TASK PROMPT: Every line of the records below that has the word "Aiken" should be copied.

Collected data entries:
####
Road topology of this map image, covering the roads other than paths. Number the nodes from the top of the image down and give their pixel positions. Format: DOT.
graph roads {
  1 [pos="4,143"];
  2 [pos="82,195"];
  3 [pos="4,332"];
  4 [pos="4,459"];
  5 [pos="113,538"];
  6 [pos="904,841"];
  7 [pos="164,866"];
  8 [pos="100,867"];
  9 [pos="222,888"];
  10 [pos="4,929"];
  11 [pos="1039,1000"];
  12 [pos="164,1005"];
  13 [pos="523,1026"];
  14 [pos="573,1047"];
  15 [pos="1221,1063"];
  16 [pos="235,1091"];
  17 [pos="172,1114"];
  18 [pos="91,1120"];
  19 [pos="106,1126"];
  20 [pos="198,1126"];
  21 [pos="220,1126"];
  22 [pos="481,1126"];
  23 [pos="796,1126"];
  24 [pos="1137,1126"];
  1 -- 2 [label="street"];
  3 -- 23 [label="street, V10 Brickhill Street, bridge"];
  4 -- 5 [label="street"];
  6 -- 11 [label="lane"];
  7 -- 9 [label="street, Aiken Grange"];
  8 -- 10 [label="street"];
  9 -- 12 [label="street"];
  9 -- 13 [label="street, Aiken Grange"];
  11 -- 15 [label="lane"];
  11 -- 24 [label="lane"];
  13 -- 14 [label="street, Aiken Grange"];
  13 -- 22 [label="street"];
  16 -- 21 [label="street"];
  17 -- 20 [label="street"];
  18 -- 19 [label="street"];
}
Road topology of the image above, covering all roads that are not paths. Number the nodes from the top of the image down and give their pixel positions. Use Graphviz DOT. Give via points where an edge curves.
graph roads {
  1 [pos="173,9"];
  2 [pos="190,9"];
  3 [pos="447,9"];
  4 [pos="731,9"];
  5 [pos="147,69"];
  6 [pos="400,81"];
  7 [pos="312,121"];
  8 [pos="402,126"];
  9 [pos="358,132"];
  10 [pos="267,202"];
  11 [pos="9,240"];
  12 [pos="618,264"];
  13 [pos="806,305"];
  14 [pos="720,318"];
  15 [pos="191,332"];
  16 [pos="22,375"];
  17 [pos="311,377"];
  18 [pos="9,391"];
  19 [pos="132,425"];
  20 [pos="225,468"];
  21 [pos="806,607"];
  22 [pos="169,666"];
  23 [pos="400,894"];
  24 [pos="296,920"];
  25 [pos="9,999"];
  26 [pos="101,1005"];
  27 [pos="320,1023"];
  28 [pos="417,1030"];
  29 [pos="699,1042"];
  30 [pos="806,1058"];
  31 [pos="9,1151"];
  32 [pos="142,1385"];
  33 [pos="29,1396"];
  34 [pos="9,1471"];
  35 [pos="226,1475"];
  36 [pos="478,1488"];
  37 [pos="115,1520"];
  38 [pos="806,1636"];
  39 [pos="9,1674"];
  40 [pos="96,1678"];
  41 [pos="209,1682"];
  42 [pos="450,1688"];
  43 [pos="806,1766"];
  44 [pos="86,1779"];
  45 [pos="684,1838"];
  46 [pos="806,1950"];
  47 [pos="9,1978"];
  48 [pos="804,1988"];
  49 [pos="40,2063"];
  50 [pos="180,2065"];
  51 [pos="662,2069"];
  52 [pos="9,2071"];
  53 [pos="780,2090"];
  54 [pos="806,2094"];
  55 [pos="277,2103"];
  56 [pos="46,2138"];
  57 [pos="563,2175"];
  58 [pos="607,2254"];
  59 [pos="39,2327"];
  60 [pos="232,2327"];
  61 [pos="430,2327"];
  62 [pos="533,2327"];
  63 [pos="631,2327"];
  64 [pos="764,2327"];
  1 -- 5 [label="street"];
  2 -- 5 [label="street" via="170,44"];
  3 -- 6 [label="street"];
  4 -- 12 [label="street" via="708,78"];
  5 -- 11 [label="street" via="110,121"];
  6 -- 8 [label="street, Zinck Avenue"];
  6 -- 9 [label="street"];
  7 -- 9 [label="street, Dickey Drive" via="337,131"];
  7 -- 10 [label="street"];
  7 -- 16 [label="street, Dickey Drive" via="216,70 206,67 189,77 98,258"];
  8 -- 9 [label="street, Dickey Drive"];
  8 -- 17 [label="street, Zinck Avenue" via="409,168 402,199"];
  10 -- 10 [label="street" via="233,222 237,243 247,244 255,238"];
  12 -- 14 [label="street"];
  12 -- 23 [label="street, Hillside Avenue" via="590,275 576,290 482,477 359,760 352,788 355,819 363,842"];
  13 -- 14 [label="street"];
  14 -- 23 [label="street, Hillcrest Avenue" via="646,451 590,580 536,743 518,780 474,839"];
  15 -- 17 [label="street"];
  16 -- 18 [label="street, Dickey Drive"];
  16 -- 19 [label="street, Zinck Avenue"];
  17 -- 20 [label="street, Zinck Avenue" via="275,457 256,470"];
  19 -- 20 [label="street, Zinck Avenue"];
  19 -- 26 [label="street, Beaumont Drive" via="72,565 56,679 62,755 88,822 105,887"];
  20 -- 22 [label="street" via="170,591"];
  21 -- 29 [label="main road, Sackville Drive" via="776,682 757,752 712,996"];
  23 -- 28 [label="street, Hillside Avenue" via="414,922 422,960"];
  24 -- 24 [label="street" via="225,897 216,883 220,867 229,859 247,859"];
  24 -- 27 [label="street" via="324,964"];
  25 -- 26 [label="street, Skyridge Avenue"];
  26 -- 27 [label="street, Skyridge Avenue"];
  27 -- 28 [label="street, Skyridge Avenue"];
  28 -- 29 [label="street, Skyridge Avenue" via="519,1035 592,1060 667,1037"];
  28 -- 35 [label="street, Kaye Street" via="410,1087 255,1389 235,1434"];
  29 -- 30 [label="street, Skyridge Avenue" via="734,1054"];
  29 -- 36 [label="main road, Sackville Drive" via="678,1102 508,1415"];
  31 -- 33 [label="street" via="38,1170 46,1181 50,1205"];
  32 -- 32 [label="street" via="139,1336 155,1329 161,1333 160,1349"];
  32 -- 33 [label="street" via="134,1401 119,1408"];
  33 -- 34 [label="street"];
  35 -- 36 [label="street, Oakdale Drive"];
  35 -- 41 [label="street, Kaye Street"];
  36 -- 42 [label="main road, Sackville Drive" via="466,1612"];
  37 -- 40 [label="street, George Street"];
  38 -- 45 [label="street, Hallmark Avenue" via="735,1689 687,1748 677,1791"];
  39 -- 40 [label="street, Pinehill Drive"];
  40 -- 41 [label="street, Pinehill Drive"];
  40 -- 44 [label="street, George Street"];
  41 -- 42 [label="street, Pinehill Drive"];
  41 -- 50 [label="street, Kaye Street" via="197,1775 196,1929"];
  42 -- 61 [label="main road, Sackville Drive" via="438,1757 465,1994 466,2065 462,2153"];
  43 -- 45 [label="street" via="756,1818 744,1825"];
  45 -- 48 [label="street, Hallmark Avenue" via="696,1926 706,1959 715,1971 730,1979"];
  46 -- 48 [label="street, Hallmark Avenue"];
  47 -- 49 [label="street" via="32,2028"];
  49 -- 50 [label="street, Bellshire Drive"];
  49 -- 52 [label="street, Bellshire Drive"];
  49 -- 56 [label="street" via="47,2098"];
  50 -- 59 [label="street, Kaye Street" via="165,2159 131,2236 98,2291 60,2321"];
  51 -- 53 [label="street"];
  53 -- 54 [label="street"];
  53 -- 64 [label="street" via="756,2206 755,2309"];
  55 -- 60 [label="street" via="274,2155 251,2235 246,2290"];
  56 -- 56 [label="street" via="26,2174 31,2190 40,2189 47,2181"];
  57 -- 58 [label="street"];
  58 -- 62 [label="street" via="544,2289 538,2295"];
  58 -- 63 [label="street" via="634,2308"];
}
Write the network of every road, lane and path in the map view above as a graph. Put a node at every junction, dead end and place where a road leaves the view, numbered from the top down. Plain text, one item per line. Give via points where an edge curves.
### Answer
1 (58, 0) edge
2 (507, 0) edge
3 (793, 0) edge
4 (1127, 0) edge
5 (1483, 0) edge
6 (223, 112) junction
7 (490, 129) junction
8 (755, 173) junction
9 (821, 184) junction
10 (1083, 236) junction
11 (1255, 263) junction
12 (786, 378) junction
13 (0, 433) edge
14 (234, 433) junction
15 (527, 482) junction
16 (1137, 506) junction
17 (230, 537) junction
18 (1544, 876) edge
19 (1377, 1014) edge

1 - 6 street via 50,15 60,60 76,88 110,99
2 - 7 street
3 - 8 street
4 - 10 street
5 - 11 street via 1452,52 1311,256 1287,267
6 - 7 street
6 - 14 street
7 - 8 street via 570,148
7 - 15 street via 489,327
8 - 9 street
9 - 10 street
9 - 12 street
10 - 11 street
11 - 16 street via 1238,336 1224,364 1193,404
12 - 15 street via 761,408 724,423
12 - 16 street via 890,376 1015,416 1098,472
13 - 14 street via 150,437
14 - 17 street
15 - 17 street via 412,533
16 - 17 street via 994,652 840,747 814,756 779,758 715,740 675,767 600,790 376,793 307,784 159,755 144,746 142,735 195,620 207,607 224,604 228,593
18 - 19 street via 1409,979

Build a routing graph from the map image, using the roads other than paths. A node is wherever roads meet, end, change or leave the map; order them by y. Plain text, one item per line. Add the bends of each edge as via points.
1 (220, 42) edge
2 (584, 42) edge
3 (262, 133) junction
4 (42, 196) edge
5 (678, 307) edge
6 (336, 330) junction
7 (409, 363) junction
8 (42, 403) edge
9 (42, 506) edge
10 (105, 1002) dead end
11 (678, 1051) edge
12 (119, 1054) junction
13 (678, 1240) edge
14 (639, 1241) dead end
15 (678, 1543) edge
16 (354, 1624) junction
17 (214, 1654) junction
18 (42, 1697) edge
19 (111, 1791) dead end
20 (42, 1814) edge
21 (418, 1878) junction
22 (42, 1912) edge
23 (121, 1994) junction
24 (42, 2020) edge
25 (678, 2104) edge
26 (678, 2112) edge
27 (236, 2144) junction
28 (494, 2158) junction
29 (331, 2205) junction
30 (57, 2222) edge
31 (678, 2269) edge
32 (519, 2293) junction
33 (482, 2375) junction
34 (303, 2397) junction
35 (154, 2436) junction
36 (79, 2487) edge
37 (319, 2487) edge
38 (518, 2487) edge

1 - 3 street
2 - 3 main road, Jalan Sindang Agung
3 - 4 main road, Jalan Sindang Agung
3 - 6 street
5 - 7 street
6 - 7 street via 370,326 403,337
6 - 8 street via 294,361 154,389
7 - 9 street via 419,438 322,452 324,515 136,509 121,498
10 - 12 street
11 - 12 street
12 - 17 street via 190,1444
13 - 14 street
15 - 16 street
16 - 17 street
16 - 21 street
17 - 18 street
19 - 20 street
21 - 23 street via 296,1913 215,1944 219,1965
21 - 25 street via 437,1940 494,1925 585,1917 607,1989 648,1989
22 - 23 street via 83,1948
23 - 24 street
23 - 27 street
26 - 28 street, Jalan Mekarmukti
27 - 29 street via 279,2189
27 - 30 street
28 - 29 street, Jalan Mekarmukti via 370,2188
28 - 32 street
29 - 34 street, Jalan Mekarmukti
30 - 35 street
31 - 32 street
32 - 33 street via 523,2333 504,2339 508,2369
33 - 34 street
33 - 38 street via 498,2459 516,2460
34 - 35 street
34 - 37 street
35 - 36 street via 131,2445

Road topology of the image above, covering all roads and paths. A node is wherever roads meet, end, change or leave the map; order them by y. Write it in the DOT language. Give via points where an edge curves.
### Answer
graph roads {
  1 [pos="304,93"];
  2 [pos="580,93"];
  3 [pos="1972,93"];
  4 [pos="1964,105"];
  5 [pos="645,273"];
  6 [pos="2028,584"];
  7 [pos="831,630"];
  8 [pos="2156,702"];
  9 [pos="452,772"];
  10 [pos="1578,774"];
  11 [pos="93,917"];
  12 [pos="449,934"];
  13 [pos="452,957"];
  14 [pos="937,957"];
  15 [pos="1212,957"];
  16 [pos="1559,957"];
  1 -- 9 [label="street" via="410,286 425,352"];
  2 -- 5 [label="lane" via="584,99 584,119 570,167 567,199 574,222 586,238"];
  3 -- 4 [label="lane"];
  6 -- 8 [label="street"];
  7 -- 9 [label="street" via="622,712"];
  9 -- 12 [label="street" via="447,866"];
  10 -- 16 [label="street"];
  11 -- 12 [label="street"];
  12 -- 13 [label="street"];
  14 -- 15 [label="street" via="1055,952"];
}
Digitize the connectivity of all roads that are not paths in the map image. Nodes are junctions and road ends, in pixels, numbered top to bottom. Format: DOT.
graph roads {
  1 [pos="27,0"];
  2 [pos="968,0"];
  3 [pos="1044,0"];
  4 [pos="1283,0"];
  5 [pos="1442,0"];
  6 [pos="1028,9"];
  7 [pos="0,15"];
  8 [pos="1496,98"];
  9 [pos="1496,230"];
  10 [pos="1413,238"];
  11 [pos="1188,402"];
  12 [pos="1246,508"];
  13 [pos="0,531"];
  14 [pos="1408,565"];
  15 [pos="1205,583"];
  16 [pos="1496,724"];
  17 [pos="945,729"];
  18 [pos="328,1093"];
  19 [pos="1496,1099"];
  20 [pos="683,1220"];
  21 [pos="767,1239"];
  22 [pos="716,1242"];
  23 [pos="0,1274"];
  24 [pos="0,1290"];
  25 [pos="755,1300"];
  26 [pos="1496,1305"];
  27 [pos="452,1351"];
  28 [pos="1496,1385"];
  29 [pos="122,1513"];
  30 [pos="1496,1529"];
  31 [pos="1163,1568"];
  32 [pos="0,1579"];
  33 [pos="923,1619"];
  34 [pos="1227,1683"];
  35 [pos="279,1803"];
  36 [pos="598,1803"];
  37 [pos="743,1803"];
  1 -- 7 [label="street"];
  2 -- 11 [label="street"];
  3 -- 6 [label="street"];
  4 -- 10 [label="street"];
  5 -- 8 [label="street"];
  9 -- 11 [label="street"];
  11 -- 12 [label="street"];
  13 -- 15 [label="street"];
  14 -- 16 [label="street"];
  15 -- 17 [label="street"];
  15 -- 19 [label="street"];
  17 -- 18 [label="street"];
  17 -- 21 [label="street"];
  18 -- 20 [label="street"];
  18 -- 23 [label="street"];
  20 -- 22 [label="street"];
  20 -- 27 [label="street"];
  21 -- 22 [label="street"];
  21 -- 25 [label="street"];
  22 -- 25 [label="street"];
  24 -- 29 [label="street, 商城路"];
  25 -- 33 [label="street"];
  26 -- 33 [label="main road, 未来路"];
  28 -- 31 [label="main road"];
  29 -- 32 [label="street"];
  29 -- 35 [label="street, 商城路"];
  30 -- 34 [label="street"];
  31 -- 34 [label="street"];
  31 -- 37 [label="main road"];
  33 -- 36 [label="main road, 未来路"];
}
####
OUTPUT FOR THIS TASK:
  7 -- 9 [label="street, Aiken Grange"];
  9 -- 13 [label="street, Aiken Grange"];
  13 -- 14 [label="street, Aiken Grange"];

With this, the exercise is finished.